All lines in the records below with the word "pinky" must be returned.
────────────────
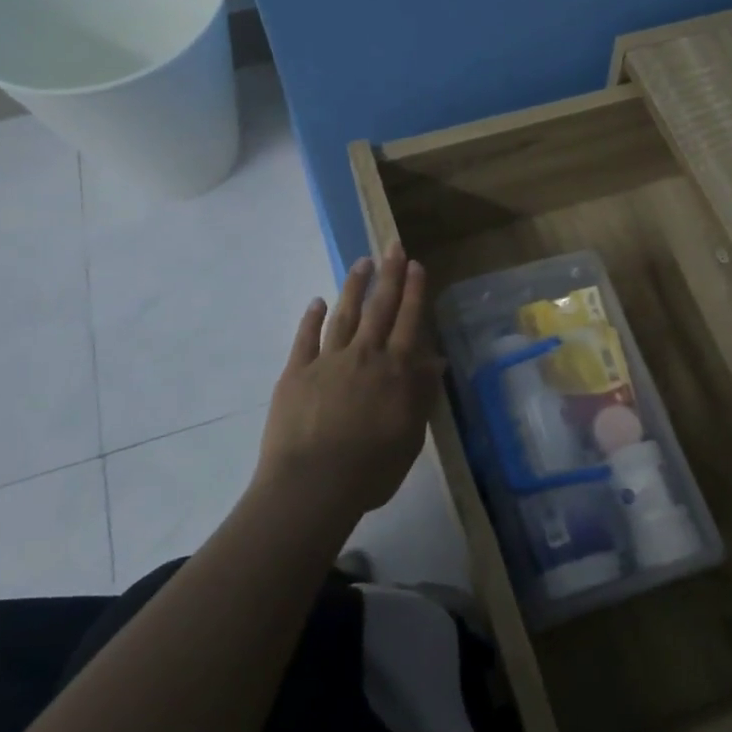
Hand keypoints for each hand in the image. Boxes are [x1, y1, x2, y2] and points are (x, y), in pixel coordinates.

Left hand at [256, 243, 443, 523]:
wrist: (313, 484)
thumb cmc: (371, 469)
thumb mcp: (410, 435)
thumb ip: (421, 394)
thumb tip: (435, 361)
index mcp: (395, 371)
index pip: (409, 321)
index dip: (414, 292)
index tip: (416, 265)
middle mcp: (365, 356)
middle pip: (380, 308)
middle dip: (389, 275)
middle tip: (393, 246)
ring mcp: (328, 361)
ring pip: (345, 314)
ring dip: (354, 287)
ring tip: (362, 263)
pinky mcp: (297, 372)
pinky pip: (306, 338)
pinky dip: (312, 318)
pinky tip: (317, 301)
────────────────
* _ANSWER TO THE EXERCISE_:
pinky mcp: (297, 372)
pinky pip: (306, 338)
pinky dip: (312, 318)
pinky tip: (317, 301)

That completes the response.